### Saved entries
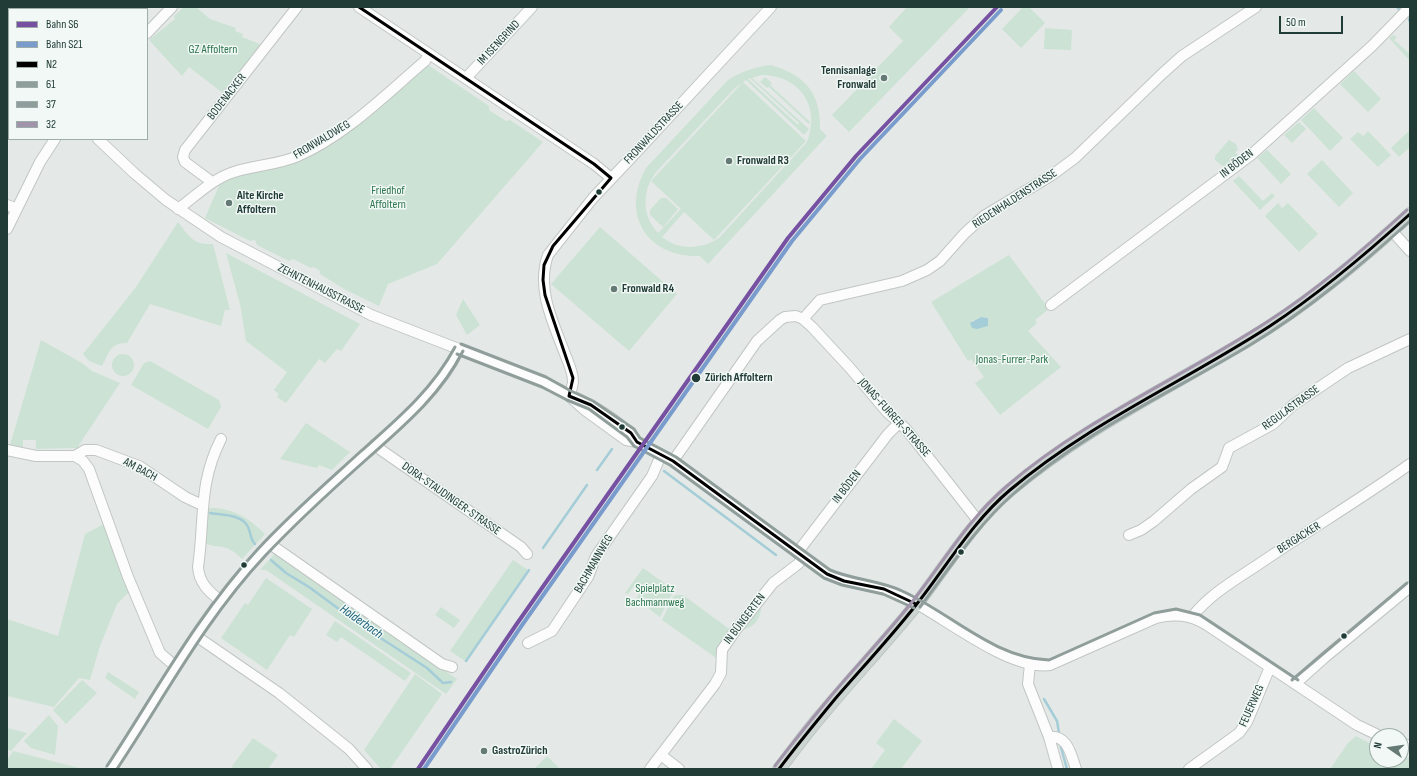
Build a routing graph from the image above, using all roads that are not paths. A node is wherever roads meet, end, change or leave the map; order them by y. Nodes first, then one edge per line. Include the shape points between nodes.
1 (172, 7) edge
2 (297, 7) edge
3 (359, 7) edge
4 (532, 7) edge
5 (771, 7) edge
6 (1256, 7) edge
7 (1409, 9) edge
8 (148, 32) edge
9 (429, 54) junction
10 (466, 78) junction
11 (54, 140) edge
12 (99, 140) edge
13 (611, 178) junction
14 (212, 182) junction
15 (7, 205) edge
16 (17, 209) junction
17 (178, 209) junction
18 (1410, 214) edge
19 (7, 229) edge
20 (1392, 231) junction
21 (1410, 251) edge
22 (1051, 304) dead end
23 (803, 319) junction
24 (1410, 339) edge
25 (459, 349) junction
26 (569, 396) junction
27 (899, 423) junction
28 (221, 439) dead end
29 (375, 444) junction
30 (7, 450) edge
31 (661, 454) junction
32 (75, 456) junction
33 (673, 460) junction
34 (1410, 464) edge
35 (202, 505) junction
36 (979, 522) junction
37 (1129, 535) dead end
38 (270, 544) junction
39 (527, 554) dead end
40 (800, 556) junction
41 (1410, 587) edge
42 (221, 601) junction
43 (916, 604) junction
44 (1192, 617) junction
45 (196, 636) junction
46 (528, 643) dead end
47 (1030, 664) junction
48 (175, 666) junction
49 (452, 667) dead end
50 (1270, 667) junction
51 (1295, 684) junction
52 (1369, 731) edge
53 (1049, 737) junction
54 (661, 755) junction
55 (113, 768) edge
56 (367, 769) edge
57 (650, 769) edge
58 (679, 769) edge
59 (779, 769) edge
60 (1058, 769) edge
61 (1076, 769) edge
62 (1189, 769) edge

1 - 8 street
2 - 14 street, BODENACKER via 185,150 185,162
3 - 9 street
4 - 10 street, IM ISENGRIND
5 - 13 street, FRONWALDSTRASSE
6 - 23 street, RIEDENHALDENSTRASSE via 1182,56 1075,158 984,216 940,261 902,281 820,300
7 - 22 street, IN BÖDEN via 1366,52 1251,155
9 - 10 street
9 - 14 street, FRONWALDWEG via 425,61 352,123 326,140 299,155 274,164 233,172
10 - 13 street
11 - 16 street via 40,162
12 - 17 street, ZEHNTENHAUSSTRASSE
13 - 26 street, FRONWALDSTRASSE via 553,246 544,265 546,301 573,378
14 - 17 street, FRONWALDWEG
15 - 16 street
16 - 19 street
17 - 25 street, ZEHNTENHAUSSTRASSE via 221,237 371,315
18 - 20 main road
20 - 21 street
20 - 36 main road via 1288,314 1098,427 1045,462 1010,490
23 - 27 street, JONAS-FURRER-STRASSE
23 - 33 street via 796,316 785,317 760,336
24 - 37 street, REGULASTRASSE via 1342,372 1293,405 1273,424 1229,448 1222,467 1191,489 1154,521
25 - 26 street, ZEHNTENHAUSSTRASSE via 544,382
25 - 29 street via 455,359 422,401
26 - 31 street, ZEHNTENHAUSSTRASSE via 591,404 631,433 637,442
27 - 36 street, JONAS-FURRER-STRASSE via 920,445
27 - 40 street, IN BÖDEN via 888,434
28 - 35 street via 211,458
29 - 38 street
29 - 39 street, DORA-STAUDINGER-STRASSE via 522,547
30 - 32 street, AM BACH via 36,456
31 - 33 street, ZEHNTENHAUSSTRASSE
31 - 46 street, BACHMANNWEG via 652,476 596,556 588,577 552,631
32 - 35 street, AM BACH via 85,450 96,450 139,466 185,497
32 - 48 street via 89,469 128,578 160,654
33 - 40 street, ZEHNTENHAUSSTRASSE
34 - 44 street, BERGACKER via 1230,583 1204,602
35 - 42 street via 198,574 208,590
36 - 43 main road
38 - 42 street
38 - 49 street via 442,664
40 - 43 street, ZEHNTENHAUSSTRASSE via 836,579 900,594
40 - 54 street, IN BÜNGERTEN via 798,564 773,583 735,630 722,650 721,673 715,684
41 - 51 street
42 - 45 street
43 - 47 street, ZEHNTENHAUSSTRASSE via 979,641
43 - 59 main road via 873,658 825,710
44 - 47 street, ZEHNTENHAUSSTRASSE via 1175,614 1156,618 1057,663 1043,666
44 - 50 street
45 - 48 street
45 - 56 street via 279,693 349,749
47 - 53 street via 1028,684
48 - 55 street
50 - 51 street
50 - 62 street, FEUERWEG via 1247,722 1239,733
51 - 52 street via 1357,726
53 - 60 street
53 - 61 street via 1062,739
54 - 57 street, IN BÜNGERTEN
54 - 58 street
* * *
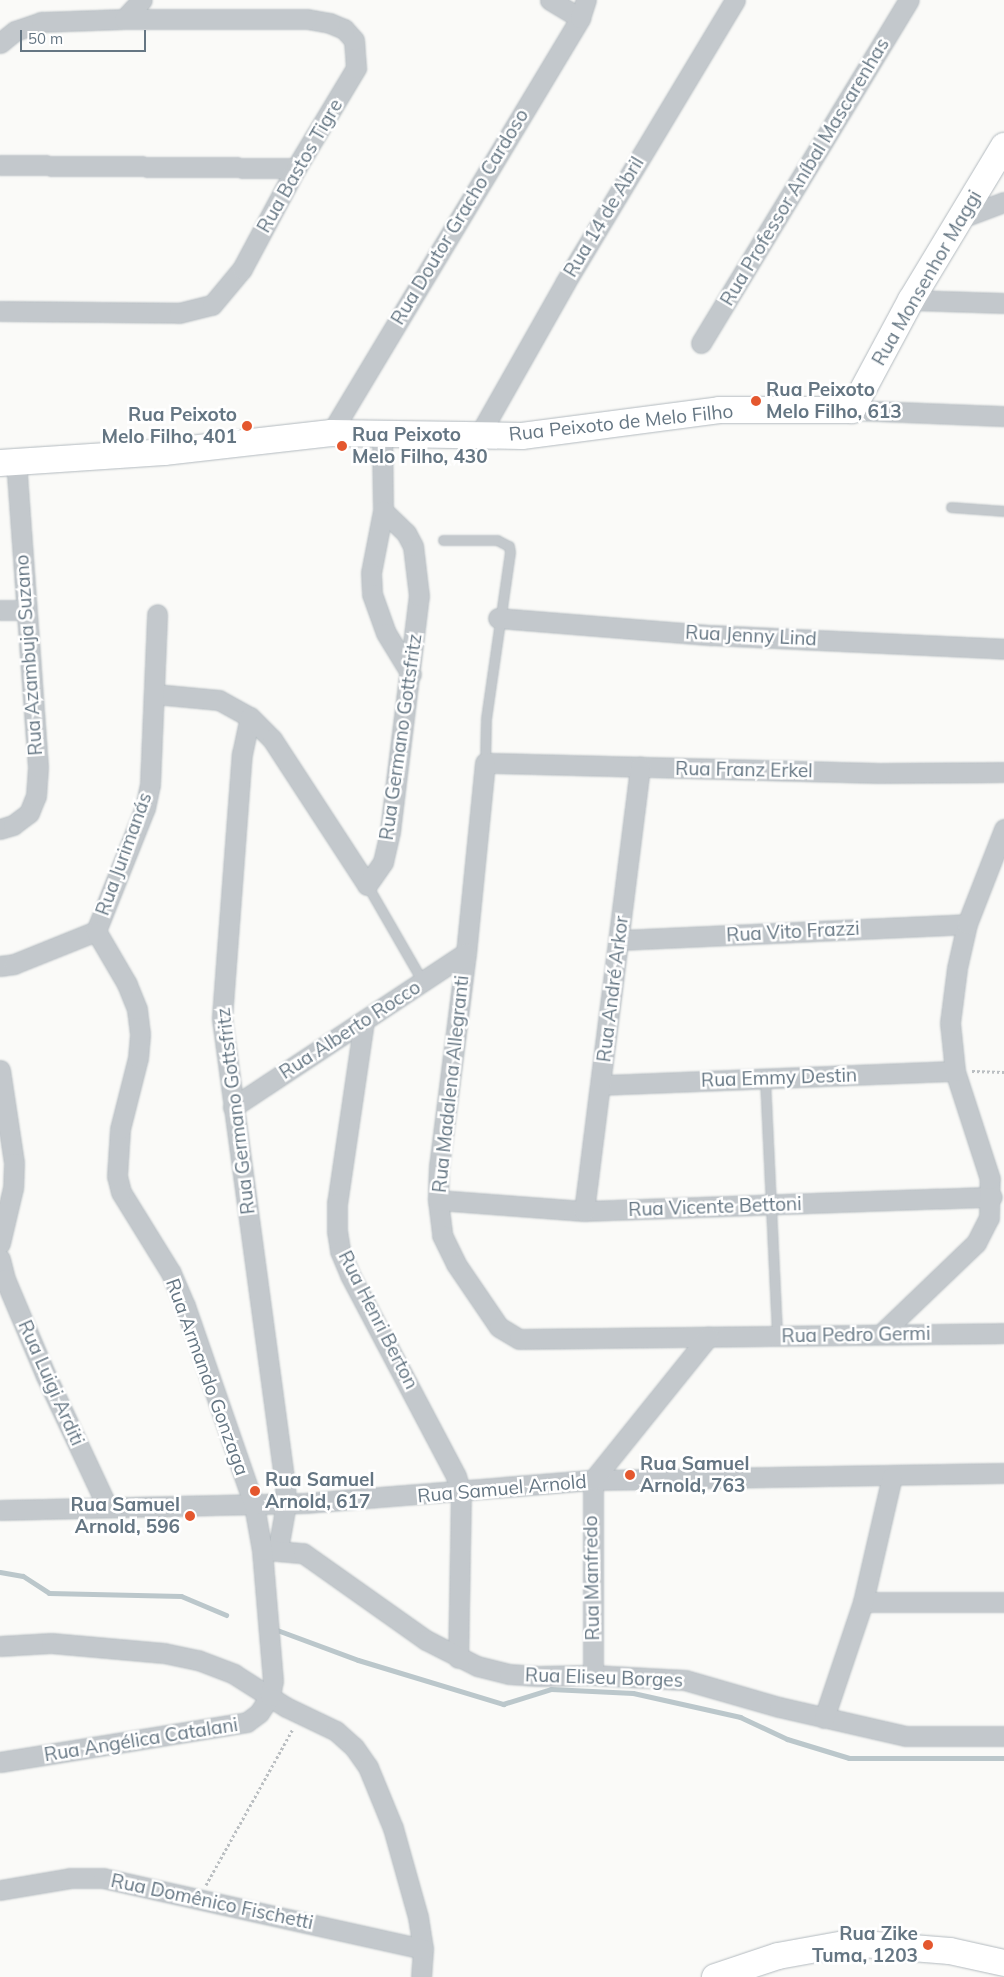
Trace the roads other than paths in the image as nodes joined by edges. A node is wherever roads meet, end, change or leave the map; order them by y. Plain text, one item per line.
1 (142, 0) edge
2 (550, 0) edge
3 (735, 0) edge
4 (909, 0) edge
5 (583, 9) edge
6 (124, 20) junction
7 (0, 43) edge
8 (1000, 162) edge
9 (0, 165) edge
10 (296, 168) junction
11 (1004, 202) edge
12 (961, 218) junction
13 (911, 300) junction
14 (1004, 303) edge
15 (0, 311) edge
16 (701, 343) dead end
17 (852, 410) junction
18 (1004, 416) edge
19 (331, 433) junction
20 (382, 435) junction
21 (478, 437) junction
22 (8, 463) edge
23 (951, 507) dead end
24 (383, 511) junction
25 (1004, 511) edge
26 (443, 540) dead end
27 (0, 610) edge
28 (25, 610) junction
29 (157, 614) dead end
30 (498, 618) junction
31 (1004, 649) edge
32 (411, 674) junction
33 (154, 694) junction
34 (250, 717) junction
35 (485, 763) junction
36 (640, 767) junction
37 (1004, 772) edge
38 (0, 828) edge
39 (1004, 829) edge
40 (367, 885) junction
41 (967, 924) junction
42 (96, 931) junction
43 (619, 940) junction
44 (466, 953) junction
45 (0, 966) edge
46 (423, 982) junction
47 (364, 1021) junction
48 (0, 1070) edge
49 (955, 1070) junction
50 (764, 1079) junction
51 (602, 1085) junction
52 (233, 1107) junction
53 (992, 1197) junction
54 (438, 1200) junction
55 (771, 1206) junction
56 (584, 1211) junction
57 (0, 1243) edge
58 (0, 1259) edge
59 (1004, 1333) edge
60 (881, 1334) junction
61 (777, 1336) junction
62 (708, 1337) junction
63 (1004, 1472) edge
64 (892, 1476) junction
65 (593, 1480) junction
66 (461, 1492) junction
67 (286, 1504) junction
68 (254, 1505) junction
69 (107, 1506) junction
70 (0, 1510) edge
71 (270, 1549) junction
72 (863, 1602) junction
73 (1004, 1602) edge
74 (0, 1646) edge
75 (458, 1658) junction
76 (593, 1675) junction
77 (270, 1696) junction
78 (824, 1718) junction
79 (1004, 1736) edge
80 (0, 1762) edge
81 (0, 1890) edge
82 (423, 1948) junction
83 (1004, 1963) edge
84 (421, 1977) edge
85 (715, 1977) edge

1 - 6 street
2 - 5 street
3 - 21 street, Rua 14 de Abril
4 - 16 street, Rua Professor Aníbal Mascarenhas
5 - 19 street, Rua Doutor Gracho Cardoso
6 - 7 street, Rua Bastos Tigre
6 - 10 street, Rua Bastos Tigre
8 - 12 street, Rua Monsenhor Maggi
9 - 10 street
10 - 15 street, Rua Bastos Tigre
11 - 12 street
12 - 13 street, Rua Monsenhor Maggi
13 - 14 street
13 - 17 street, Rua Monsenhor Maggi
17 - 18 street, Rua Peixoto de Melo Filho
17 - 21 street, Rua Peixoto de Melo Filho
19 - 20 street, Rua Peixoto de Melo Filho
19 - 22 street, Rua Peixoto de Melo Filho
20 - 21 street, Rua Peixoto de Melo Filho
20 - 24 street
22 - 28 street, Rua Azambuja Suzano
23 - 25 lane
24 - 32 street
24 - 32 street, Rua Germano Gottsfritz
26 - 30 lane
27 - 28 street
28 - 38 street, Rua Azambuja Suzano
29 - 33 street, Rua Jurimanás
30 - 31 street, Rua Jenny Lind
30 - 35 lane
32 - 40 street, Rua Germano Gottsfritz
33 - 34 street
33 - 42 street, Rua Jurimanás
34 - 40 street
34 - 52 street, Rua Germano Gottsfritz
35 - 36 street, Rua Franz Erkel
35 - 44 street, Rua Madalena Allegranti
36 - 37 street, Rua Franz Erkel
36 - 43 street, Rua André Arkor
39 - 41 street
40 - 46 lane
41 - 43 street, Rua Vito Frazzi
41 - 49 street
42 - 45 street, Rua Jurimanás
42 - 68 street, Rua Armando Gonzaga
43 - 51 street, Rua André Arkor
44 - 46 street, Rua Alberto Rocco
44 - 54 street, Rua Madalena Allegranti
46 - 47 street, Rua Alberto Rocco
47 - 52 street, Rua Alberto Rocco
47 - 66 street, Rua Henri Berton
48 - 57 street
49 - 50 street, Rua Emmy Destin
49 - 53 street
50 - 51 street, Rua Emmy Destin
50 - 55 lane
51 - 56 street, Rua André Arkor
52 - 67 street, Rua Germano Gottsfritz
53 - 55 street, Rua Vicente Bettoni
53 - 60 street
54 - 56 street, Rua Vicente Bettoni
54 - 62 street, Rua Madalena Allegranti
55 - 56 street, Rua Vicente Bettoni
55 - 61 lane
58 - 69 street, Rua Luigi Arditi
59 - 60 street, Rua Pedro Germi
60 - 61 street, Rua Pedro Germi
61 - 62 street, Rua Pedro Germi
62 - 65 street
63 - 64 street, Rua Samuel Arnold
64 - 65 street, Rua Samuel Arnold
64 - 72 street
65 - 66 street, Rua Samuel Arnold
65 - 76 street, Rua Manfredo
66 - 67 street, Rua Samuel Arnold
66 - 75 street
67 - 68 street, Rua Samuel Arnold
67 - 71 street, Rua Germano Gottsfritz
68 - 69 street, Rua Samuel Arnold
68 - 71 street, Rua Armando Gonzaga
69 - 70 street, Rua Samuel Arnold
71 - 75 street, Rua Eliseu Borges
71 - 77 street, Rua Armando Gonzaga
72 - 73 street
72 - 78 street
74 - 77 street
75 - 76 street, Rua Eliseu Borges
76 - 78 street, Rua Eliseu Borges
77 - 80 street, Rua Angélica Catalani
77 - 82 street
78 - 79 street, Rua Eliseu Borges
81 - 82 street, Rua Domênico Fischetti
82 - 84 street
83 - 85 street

### Problem statement
Review the entries above and return every line where "order" appears.

### Exercise result
Build a routing graph from the image above, using all roads that are not paths. A node is wherever roads meet, end, change or leave the map; order them by y. Nodes first, then one edge per line. Include the shape points between nodes.
Trace the roads other than paths in the image as nodes joined by edges. A node is wherever roads meet, end, change or leave the map; order them by y. Plain text, one item per line.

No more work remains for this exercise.